TASK REQUIREMENTS
In the listing that follows, give every line again exactly and omit the pictures.

EXERCISE DATA

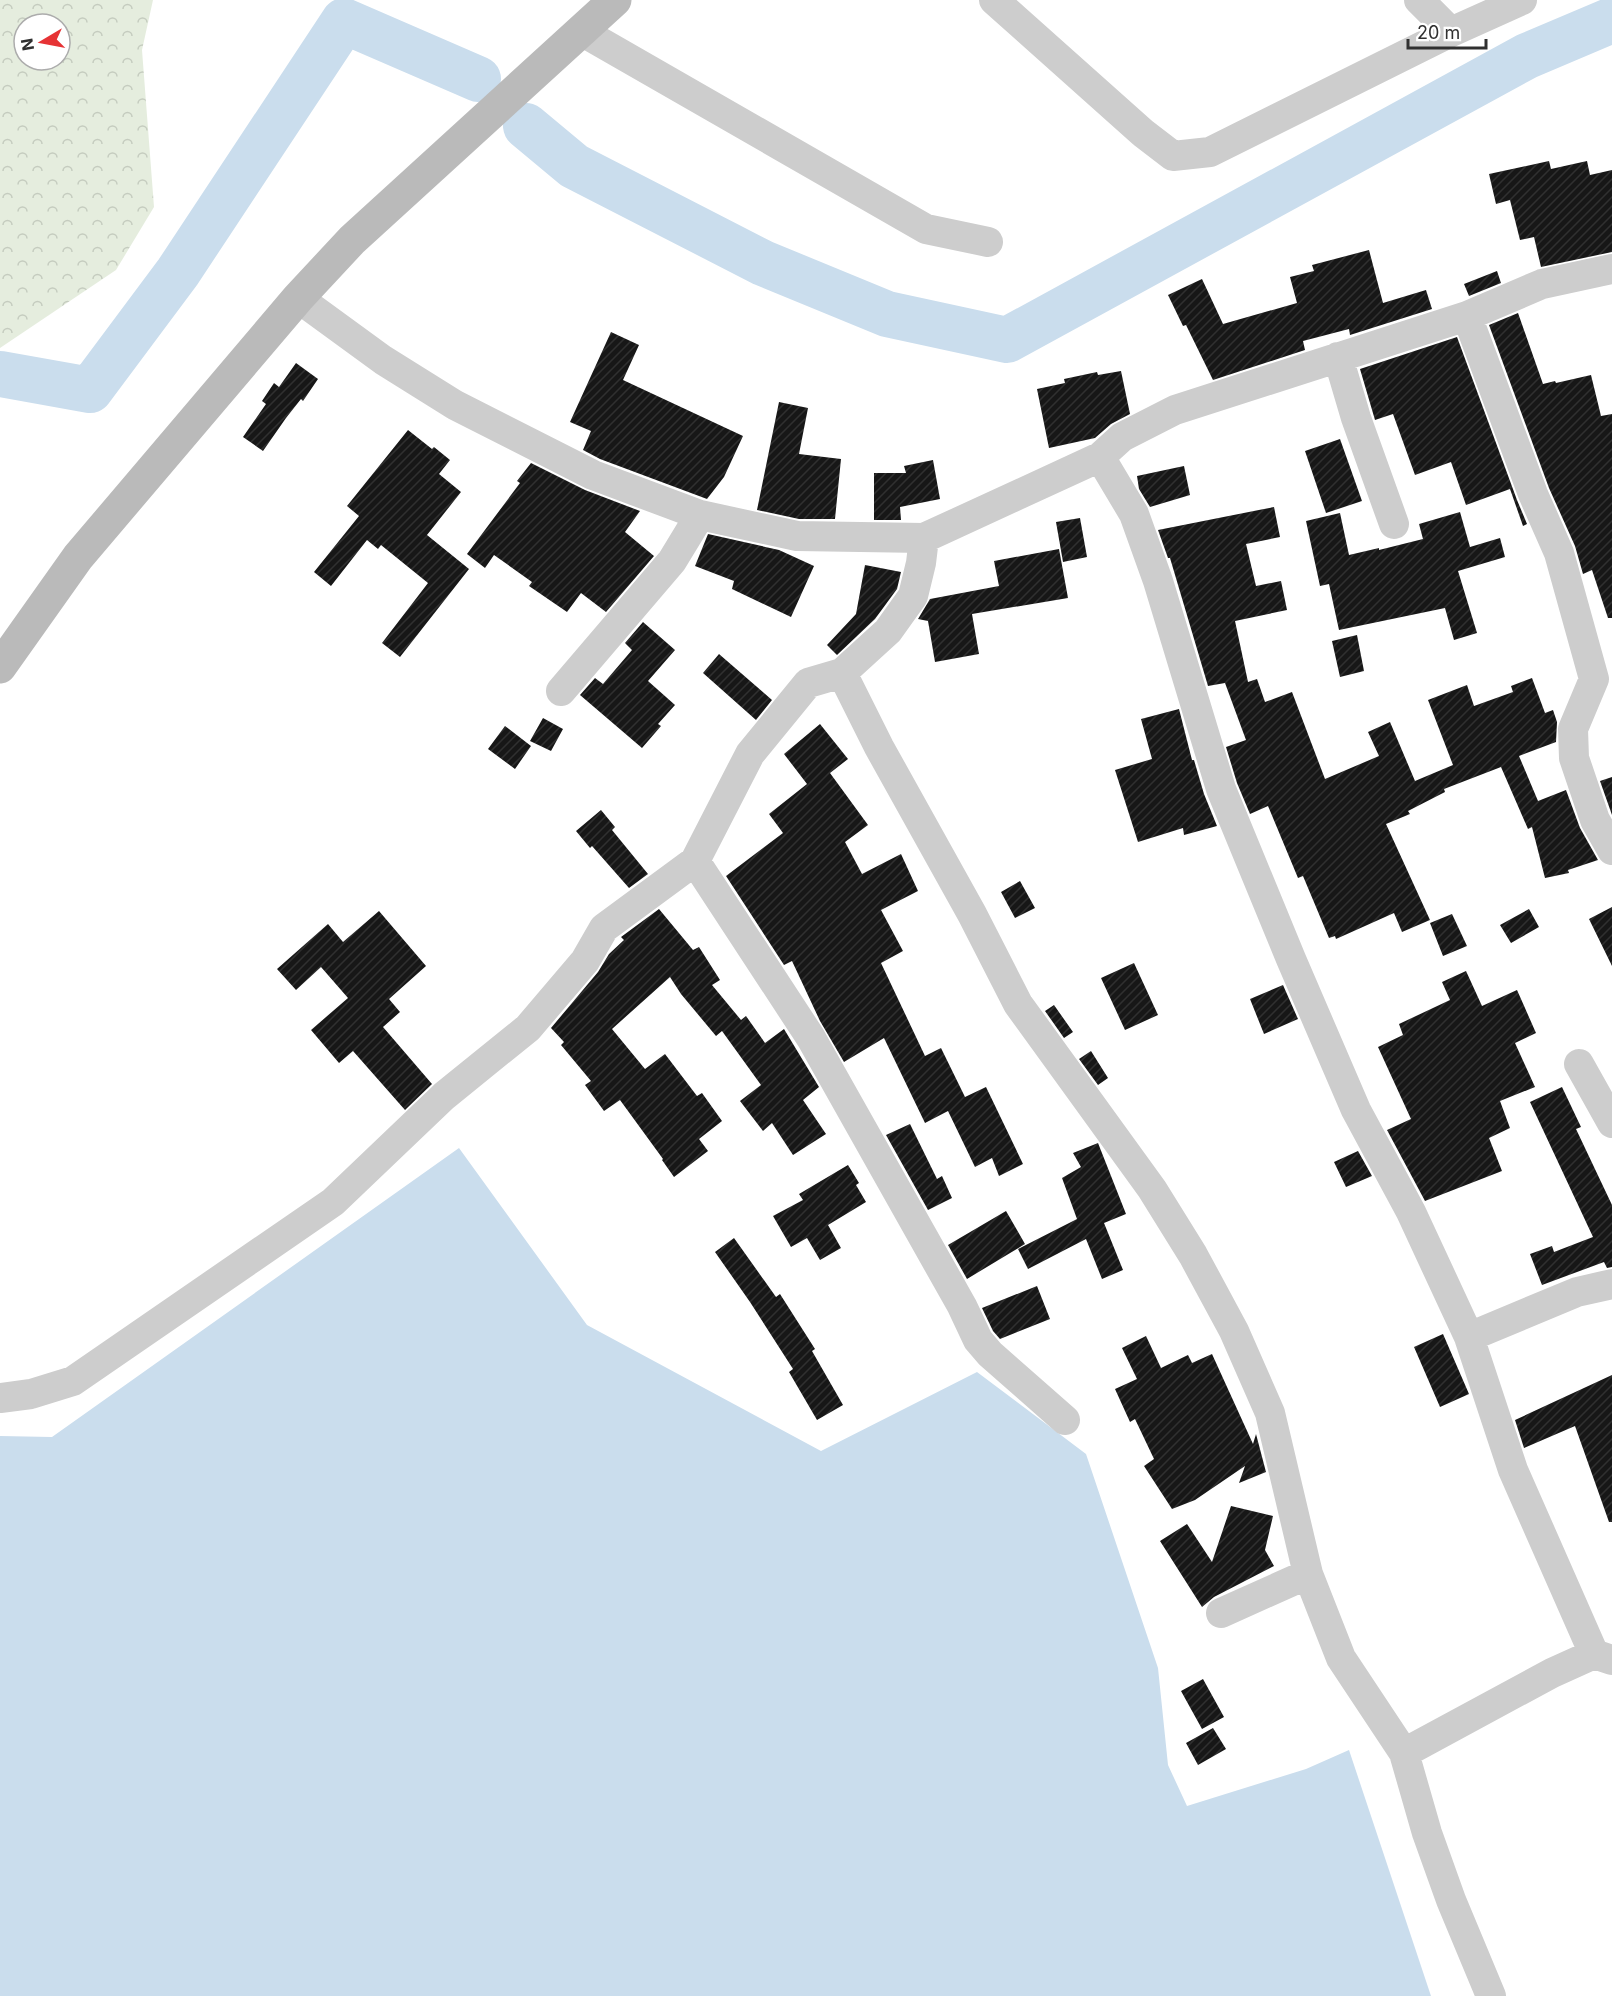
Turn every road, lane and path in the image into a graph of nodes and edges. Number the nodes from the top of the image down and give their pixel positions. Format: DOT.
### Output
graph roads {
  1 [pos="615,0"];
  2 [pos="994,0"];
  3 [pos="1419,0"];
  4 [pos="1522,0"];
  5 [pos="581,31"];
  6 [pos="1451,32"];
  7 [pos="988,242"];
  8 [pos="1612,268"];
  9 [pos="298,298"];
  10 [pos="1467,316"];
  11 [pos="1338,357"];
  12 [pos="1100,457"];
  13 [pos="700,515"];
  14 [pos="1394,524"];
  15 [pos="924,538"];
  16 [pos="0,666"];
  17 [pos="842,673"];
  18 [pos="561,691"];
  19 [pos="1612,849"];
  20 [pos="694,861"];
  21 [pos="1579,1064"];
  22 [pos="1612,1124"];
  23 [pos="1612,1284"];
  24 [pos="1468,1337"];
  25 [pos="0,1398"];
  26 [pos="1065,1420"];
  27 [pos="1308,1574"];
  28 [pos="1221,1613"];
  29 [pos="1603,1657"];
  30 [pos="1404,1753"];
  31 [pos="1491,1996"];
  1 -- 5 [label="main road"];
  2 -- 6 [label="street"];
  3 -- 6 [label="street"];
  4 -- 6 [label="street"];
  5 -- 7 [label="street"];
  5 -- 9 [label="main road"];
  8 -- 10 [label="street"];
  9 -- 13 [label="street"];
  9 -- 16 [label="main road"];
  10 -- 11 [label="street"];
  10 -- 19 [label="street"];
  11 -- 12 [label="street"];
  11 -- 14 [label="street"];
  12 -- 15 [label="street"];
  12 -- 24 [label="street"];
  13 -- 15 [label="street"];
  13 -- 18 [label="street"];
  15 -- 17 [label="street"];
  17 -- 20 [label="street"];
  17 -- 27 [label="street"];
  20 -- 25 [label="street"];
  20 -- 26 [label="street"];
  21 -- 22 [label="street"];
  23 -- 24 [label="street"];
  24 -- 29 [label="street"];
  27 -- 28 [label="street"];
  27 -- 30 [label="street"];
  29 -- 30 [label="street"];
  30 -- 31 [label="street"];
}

SOLUTION TO THE EXERCISE
Turn every road, lane and path in the image into a graph of nodes and edges. Number the nodes from the top of the image down and give their pixel positions. Format: DOT.
### Output
graph roads {
  1 [pos="615,0"];
  2 [pos="994,0"];
  3 [pos="1419,0"];
  4 [pos="1522,0"];
  5 [pos="581,31"];
  6 [pos="1451,32"];
  7 [pos="988,242"];
  8 [pos="1612,268"];
  9 [pos="298,298"];
  10 [pos="1467,316"];
  11 [pos="1338,357"];
  12 [pos="1100,457"];
  13 [pos="700,515"];
  14 [pos="1394,524"];
  15 [pos="924,538"];
  16 [pos="0,666"];
  17 [pos="842,673"];
  18 [pos="561,691"];
  19 [pos="1612,849"];
  20 [pos="694,861"];
  21 [pos="1579,1064"];
  22 [pos="1612,1124"];
  23 [pos="1612,1284"];
  24 [pos="1468,1337"];
  25 [pos="0,1398"];
  26 [pos="1065,1420"];
  27 [pos="1308,1574"];
  28 [pos="1221,1613"];
  29 [pos="1603,1657"];
  30 [pos="1404,1753"];
  31 [pos="1491,1996"];
  1 -- 5 [label="main road"];
  2 -- 6 [label="street"];
  3 -- 6 [label="street"];
  4 -- 6 [label="street"];
  5 -- 7 [label="street"];
  5 -- 9 [label="main road"];
  8 -- 10 [label="street"];
  9 -- 13 [label="street"];
  9 -- 16 [label="main road"];
  10 -- 11 [label="street"];
  10 -- 19 [label="street"];
  11 -- 12 [label="street"];
  11 -- 14 [label="street"];
  12 -- 15 [label="street"];
  12 -- 24 [label="street"];
  13 -- 15 [label="street"];
  13 -- 18 [label="street"];
  15 -- 17 [label="street"];
  17 -- 20 [label="street"];
  17 -- 27 [label="street"];
  20 -- 25 [label="street"];
  20 -- 26 [label="street"];
  21 -- 22 [label="street"];
  23 -- 24 [label="street"];
  24 -- 29 [label="street"];
  27 -- 28 [label="street"];
  27 -- 30 [label="street"];
  29 -- 30 [label="street"];
  30 -- 31 [label="street"];
}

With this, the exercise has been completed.